# Wall outlet behind blank outlet plate



## Ryadalex (Feb 25, 2017)

So i recently did some renovation work in my basement and did some wood paneling over the existing dry wall and just cut the boards around the wall outlet. Well the tv is wall mounted and just so has it the cord drops neatly behind the wood paneling and plugs into the outlet. My question is can i put a blank wall plate on the wood paneling covering the outlet with the tv plugged in to make it look nicer or do i have to pull the outlet, outlet box, and plate out or leave it recessed and uncovered?
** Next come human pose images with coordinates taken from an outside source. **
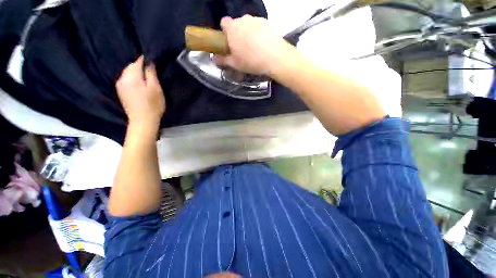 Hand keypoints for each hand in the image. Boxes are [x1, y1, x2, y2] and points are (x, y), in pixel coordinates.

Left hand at [116, 56, 164, 125]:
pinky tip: (140, 85)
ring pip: (128, 73)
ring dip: (137, 73)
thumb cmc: (152, 105)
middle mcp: (122, 78)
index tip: (154, 62)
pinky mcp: (121, 92)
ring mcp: (120, 85)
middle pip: (131, 66)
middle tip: (152, 71)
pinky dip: (133, 79)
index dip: (146, 60)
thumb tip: (149, 62)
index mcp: (131, 76)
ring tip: (147, 78)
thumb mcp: (155, 88)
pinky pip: (126, 80)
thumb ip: (151, 73)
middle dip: (140, 66)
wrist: (143, 121)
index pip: (137, 61)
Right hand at [213, 15, 294, 75]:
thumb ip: (223, 60)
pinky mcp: (267, 23)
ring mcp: (256, 20)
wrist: (275, 57)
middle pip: (236, 24)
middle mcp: (243, 20)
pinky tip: (262, 45)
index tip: (228, 42)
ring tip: (254, 48)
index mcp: (232, 29)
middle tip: (242, 48)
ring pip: (248, 25)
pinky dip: (258, 34)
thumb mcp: (235, 64)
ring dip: (248, 33)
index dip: (225, 32)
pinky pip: (258, 27)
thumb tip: (213, 59)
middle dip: (237, 34)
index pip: (223, 22)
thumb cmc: (251, 61)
Covering it with the blank wall plate still makes it technically accessable correct?


----------



## Francis Vineyard (Feb 25, 2017)

It's a violation to run the cord behind the wall paneling in accordance to IRC E3909.1 and NEC 400.8

Welcome to the BCF & thanks for posting


----------



## cda (Feb 25, 2017)

Francis Vineyard said:


> It's a violation to run the cord behind the wall paneling in accordance to IRC E3909.1 and NEC 400.8
> 
> Welcome to the BCF & thanks for posting




So is something like this meet code???


http://inmyownstyle.com/2015/02/hide-cords-wall-mounted-tv.html


----------



## Francis Vineyard (Feb 26, 2017)

Yes; has receptacles fixed in place if using approved UL cable e.g. romex or MC as required for the construction type.


cda said:


> So is something like this meet code???
> 
> 
> http://inmyownstyle.com/2015/02/hide-cords-wall-mounted-tv.html


----------



## jetlag1946 (Mar 18, 2017)

Not only can the cord not go behind the wall , but the plug is serving as a disconnect and must be readily accessible .


----------



## mark handler (Mar 18, 2017)




----------



## mark handler (Mar 18, 2017)




----------



## jetlag1946 (Mar 18, 2017)

tell Albert I didnt say the recep could not be recessed , I said the plug had to be readily accessible , that means no tools like a screw driver are needed to get to it . Behind the cover is accessible meaning that no building materials have to be cut to gain access . Look up the NEC definition of " readily accessible " and "accessible  " . Tell Twain hello for me also .


----------